Dört beş yıllık aralıklı bir oy pusulasına basılan “evet-hayır” işaretine bağlanmış
“hakimiyetin”, neresi “kayıtsız, şartsız hakimiyet”!?!
“Kafeslenmiş demokrasi” desek, daha isabetli olmaz mı? Bu yüzden vatandaşlık numarasının dijital Sürekli Seçim Sistemi’nin gerekliliğinde ısrar ediyoruz.

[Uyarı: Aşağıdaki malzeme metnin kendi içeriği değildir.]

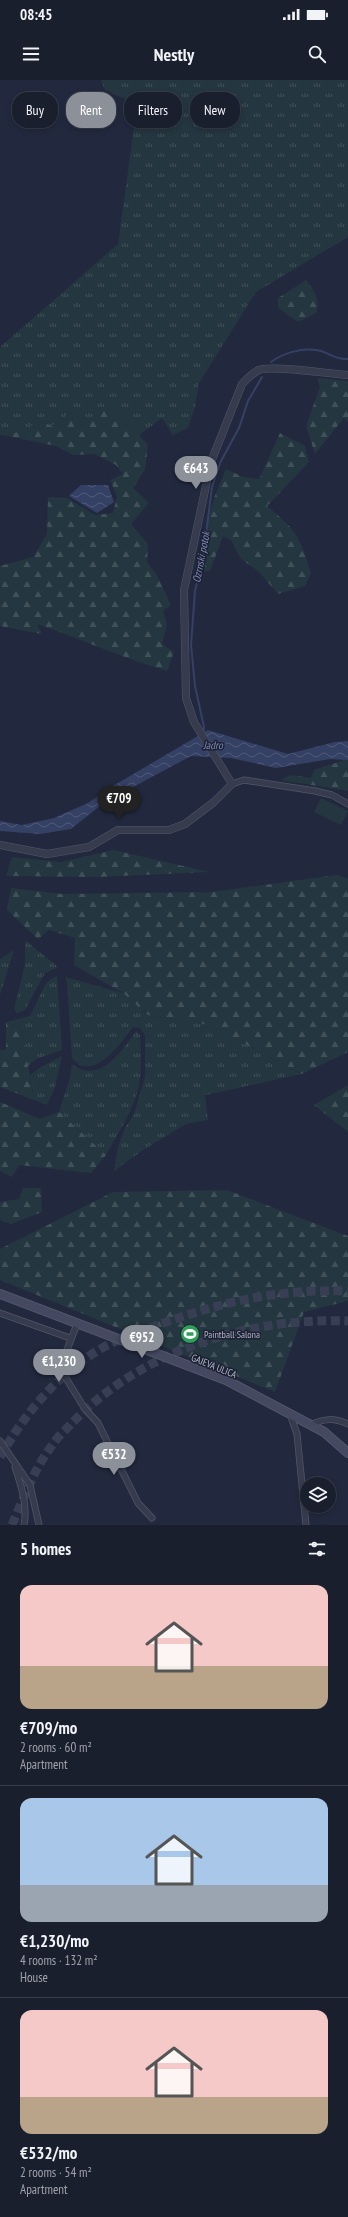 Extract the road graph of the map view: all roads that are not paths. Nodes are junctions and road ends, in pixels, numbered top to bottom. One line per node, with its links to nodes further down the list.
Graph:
1 (348, 375): 2 (street)
2 (232, 784): 3 (street); 4 (street)
3 (348, 804)
4 (0, 845)
5 (0, 1294): 7 (main road, GAJEVA ULICA)
6 (0, 1313): 8 (street)
7 (77, 1324): 8 (street); 9 (main road, GAJEVA ULICA)
8 (70, 1338): 15 (street)
9 (289, 1413): 11 (main road, GAJEVA ULICA); 18 (street)
10 (348, 1424): 11 (street)
11 (311, 1425): 13 (main road, GAJEVA ULICA)
12 (0, 1441): 14 (street)
13 (348, 1453)
14 (13, 1461): 16 (street); 17 (street)
15 (152, 1518)
16 (24, 1525)
17 (39, 1525)
18 (306, 1525) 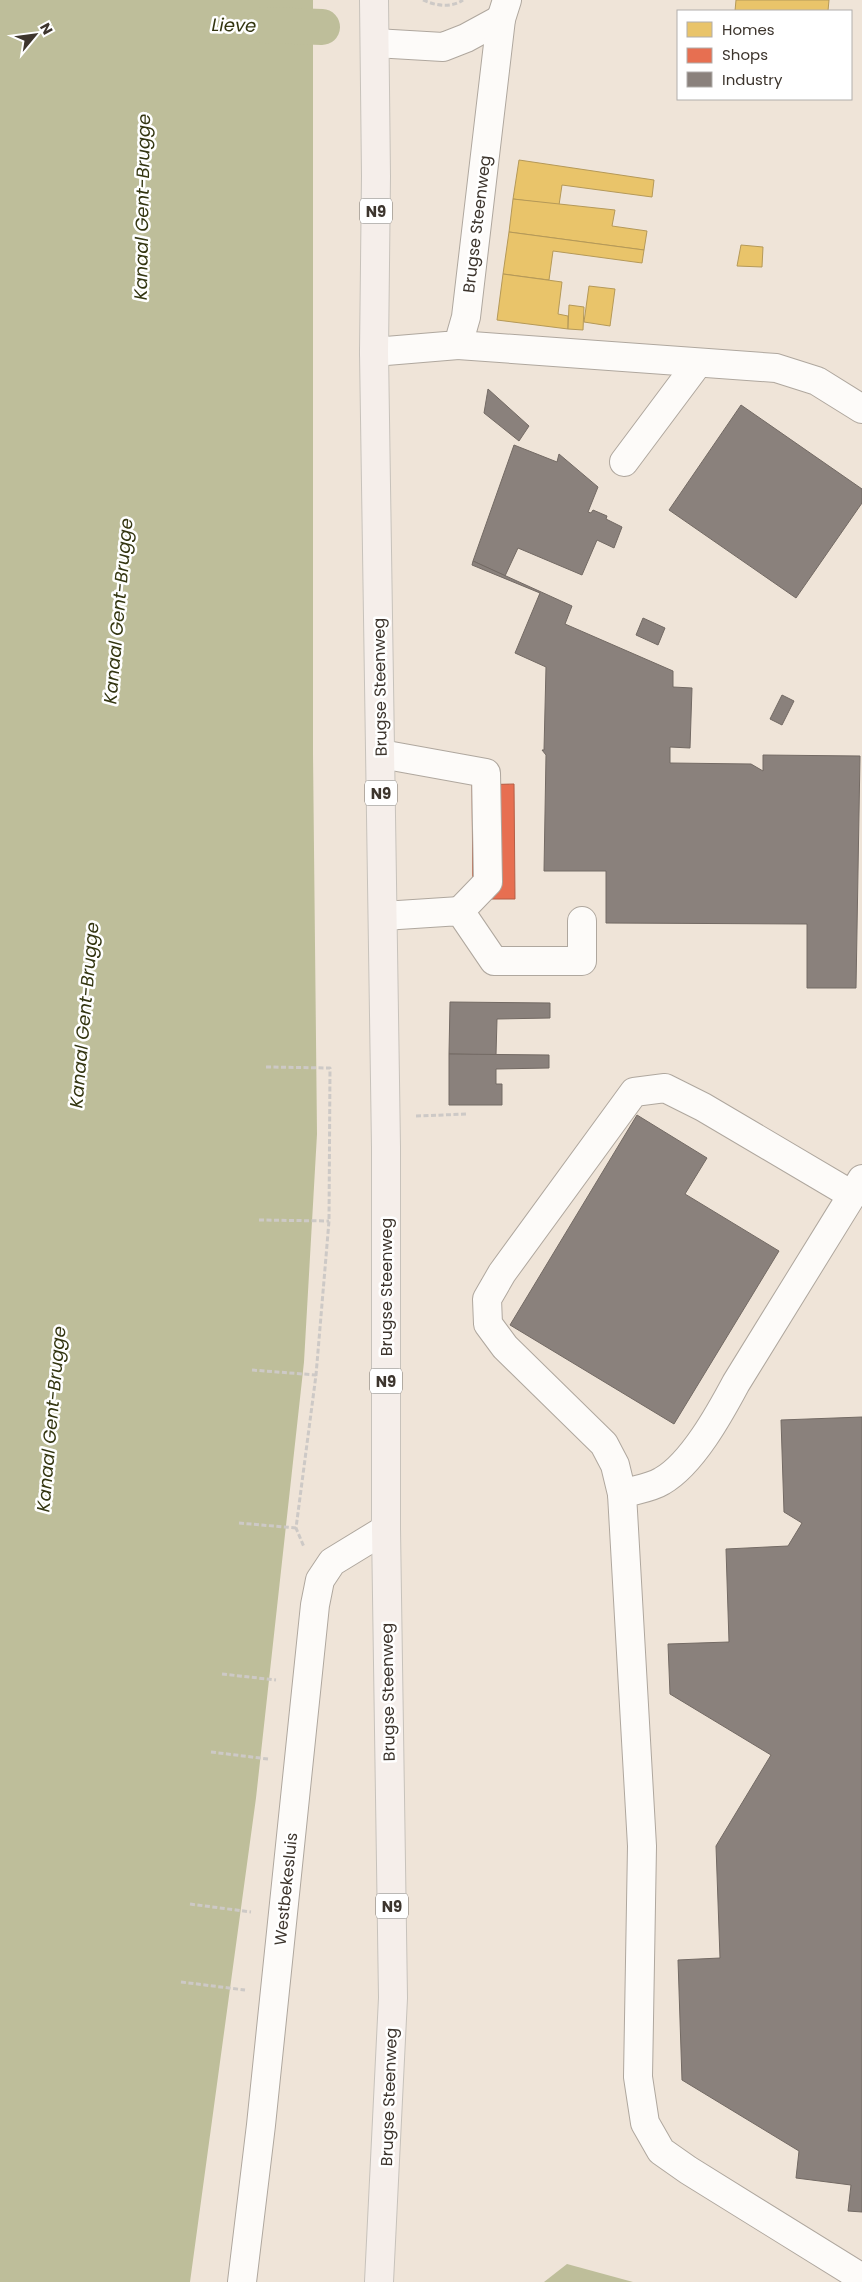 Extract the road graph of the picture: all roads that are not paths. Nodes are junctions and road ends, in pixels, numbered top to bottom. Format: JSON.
{"nodes":[{"id":1,"x":374,"y":0,"type":"edge"},
{"id":2,"x":504,"y":10,"type":"edge"},
{"id":3,"x":375,"y":43,"type":"junction"},
{"id":4,"x":458,"y":345,"type":"junction"},
{"id":5,"x":374,"y":352,"type":"junction"},
{"id":6,"x":698,"y":363,"type":"junction"},
{"id":7,"x":862,"y":409,"type":"edge"},
{"id":8,"x":624,"y":462,"type":"dead end"},
{"id":9,"x":381,"y":754,"type":"junction"},
{"id":10,"x":460,"y":912,"type":"junction"},
{"id":11,"x":383,"y":916,"type":"junction"},
{"id":12,"x":582,"y":921,"type":"dead end"},
{"id":13,"x":857,"y":1187,"type":"edge"},
{"id":14,"x":622,"y":1494,"type":"junction"},
{"id":15,"x":386,"y":1529,"type":"junction"},
{"id":16,"x":862,"y":2278,"type":"edge"},
{"id":17,"x":242,"y":2282,"type":"edge"},
{"id":18,"x":379,"y":2282,"type":"edge"}],
"edges":[{"from":1,"to":3,"type":"main road","name":"Brugse Steenweg","number":"N9"},
{"from":2,"to":3,"type":"street"},
{"from":2,"to":4,"type":"street","name":"Brugse Steenweg"},
{"from":3,"to":5,"type":"main road","name":"Brugse Steenweg","number":"N9"},
{"from":4,"to":5,"type":"street"},
{"from":4,"to":6,"type":"street"},
{"from":5,"to":9,"type":"main road","name":"Brugse Steenweg","number":"N9"},
{"from":6,"to":7,"type":"street"},
{"from":6,"to":8,"type":"street"},
{"from":9,"to":10,"type":"street"},
{"from":9,"to":11,"type":"main road","name":"Brugse Steenweg","number":"N9"},
{"from":10,"to":11,"type":"street"},
{"from":10,"to":12,"type":"street"},
{"from":11,"to":15,"type":"main road","name":"Brugse Steenweg","number":"N9"},
{"from":13,"to":14,"type":"street"},
{"from":13,"to":14,"type":"street"},
{"from":14,"to":16,"type":"street"},
{"from":15,"to":17,"type":"street","name":"Westbekesluis"},
{"from":15,"to":18,"type":"main road","name":"Brugse Steenweg","number":"N9"}]} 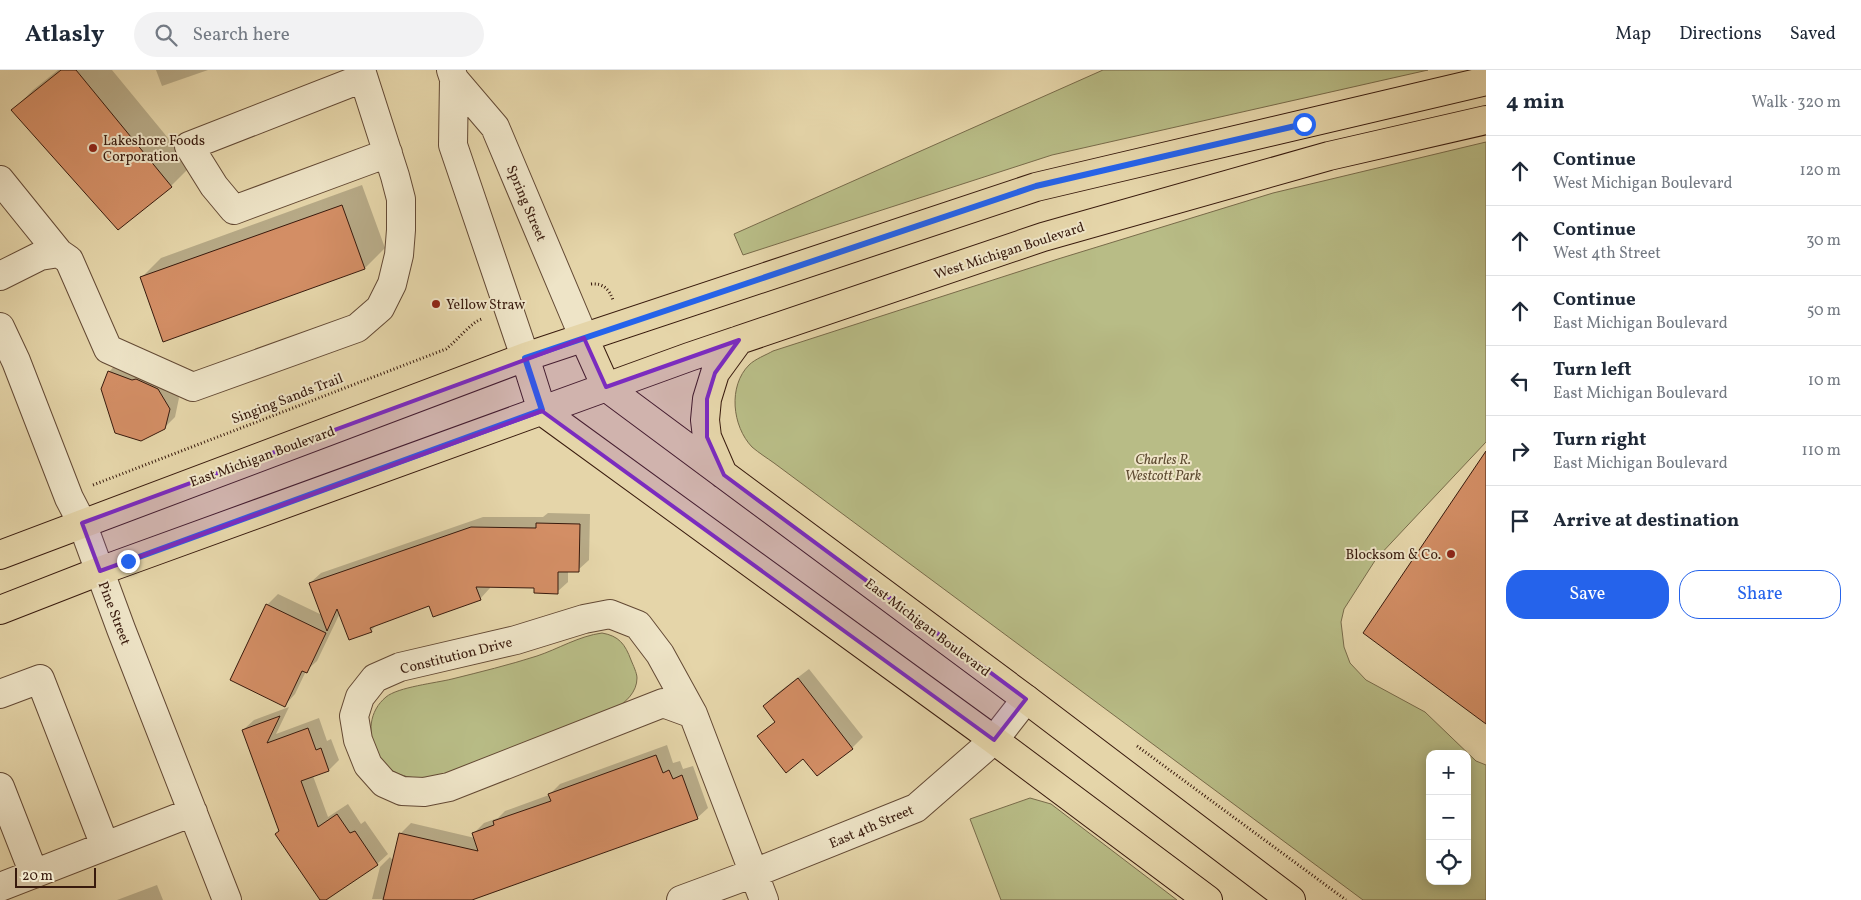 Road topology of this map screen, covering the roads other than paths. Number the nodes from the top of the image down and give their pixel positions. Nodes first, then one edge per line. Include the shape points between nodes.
1 (362, 74) edge
2 (452, 74) edge
3 (1486, 81) edge
4 (1486, 120) edge
5 (388, 153) junction
6 (0, 180) edge
7 (59, 253) junction
8 (0, 276) edge
9 (0, 327) edge
10 (584, 338) junction
11 (739, 340) junction
12 (525, 358) junction
13 (606, 387) junction
14 (542, 410) junction
15 (724, 475) junction
16 (82, 524) junction
17 (0, 555) edge
18 (100, 571) junction
19 (0, 610) edge
20 (0, 694) edge
21 (1026, 699) junction
22 (693, 714) junction
23 (994, 740) junction
24 (0, 787) edge
25 (194, 812) junction
26 (106, 846) junction
27 (754, 873) junction
28 (34, 874) junction
29 (0, 887) edge
30 (227, 900) edge
31 (681, 900) edge
32 (764, 900) edge
33 (1208, 900) edge
34 (1291, 900) edge

1 - 5 street
1 - 5 street via 189,146 214,186 234,210
2 - 10 street, Spring Street via 495,127
2 - 12 street, Spring Street via 453,145
3 - 10 main road, East Michigan Boulevard via 1036,186
4 - 11 main road, West Michigan Boulevard via 1328,156 1043,237
5 - 7 street via 401,199 401,230 392,284 380,308 357,328 194,387 108,349 69,260
6 - 7 street
7 - 8 street via 40,256
9 - 16 street, Pine Street
10 - 12 main road, East Michigan Boulevard
10 - 13 main road, East Michigan Boulevard
11 - 13 main road, West Michigan Boulevard
11 - 15 main road via 715,373 707,399 707,437
12 - 14 main road
12 - 16 main road, East Michigan Boulevard
13 - 14 main road, West Michigan Boulevard
13 - 15 main road, East Michigan Boulevard
14 - 18 main road
14 - 23 main road
15 - 21 main road, East Michigan Boulevard
16 - 17 main road, East Michigan Boulevard
16 - 18 street, Pine Street
18 - 19 main road
18 - 25 street, Pine Street
20 - 26 street via 40,679
21 - 23 street, East 4th Street
21 - 34 main road, East Michigan Boulevard
22 - 22 street, Constitution Drive via 663,703 449,787 424,792 402,791 384,783 368,765 358,740 354,716 360,697 375,678 400,667 610,614 638,625 660,654
22 - 27 street, Constitution Drive
23 - 27 street, East 4th Street via 916,808
23 - 33 main road
24 - 28 street
25 - 26 street
25 - 30 street, Pine Street
26 - 28 street
27 - 31 street, East 4th Street
27 - 32 street, Constitution Drive
28 - 29 street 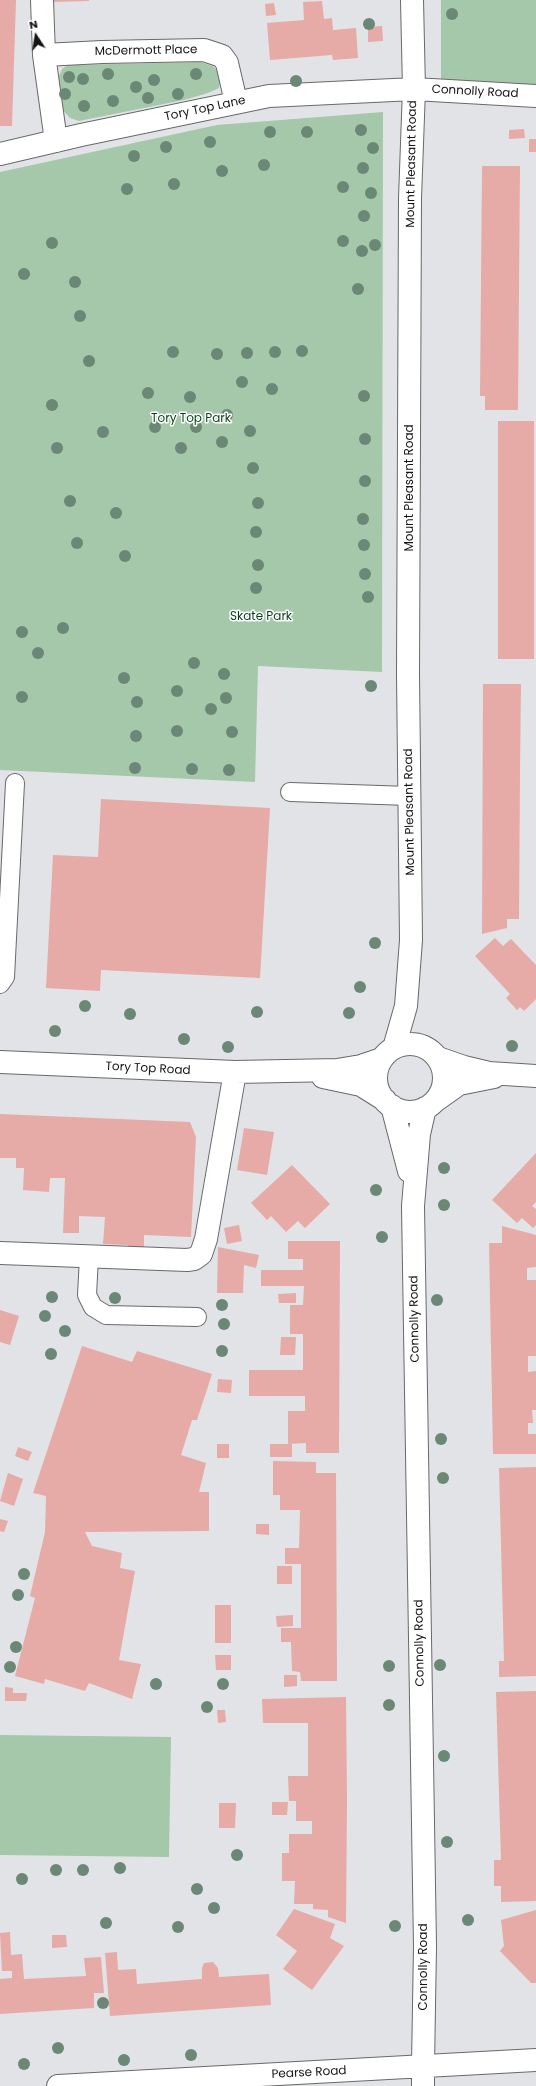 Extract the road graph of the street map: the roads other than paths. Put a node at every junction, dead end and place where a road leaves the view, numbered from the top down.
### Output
1 (42, 0) edge
2 (412, 0) edge
3 (44, 55) junction
4 (414, 89) junction
5 (536, 96) edge
6 (236, 102) junction
7 (56, 141) junction
8 (0, 154) edge
9 (14, 783) dead end
10 (290, 792) dead end
11 (410, 796) junction
12 (410, 976) junction
13 (0, 984) edge
14 (388, 1053) junction
15 (431, 1053) junction
16 (0, 1062) edge
17 (297, 1071) junction
18 (235, 1072) junction
19 (527, 1076) edge
20 (388, 1103) junction
21 (430, 1104) junction
22 (413, 1200) junction
23 (0, 1254) edge
24 (89, 1257) junction
25 (197, 1317) dead end
26 (536, 2060) edge
27 (423, 2076) edge
28 (58, 2086) edge

1 - 3 street
2 - 4 street, Mount Pleasant Road
3 - 6 street, McDermott Place
3 - 7 street
4 - 5 street, Connolly Road
4 - 6 street, Tory Top Lane
4 - 11 street, Mount Pleasant Road
6 - 7 street, Tory Top Lane
7 - 8 street, Tory Top Lane
9 - 13 lane
10 - 11 lane
11 - 12 street, Mount Pleasant Road
12 - 14 street
12 - 15 street
14 - 15 street
14 - 17 street, Tory Top Road
14 - 20 street
15 - 19 street
15 - 21 street
16 - 18 street, Tory Top Road
17 - 18 street, Tory Top Road
17 - 20 street, Tory Top Road
18 - 24 street
19 - 21 street
20 - 21 street
20 - 22 street, Connolly Road
21 - 22 street, Connolly Road
22 - 27 street, Connolly Road
23 - 24 street
24 - 25 lane
26 - 27 street, Pearse Road
27 - 28 street, Pearse Road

- Silisyum(Si): Latince “çakmak” (silicis)anlamından oluşmuş kelimedir. . Kimya periyodik cetvelde (si)şeklinde bilinir. Atom numarası 14’tür. Diğer adı Silikon olan bu element mavi-gri parlak metal rengindedir. Sert, kırılgan, yarı iletken, kristal yapıdadır. Dünya kabuğunun %27,7 oluşturur; yer kabuğunda Oksijenden sonra en bol bulunan elementtir. Bilgisayar, elektronik cihazların üretiminde yüksek saflıkla Silisyum kullanılır. dijital evrenin ham maddesidir.
Karbon ©: Dünya yerkabuğunun%0,02’sini oluşturur. Doğada yaygın bulunan a metal kimyasal elementtir. Canlı hücrelerin hücre yapımında kullanılan yapı taşları olarak işlev görür. . Evrende bolluk bakımından altıncı sırada yer alan karbon, kızgın yıldızlarda hidrojen termonüleeri etkiler. Yaşamın dayandığı temel işlevleri yerine getirmek için yeterli çeşitlikte , karmaşıklıkta düzenlemeler oluşturarak başka elementlerle birleşme yeteneği yalnız karbonda vardır.
- Bir çok kez değindim: Evren, varlık ilişkisinde , varlığın tekamülünde daha mükemmeli arayan devinimin öznesi Ruh’tur. Ruh, Mutlak Hüküm Sahibi’nin evren ve varlık aleminden bağımsız, evren ve varlığa devinim sağlayan her varlığa takdir edilen miktarda sirayet eden kudret
frekansı. Ruh un insandaki makamı vicdan datası şuurdur. Aklın doğaya yönelik işleyiş ve inşada uyum, ancak vicdan beraberliğiyle sağlanır.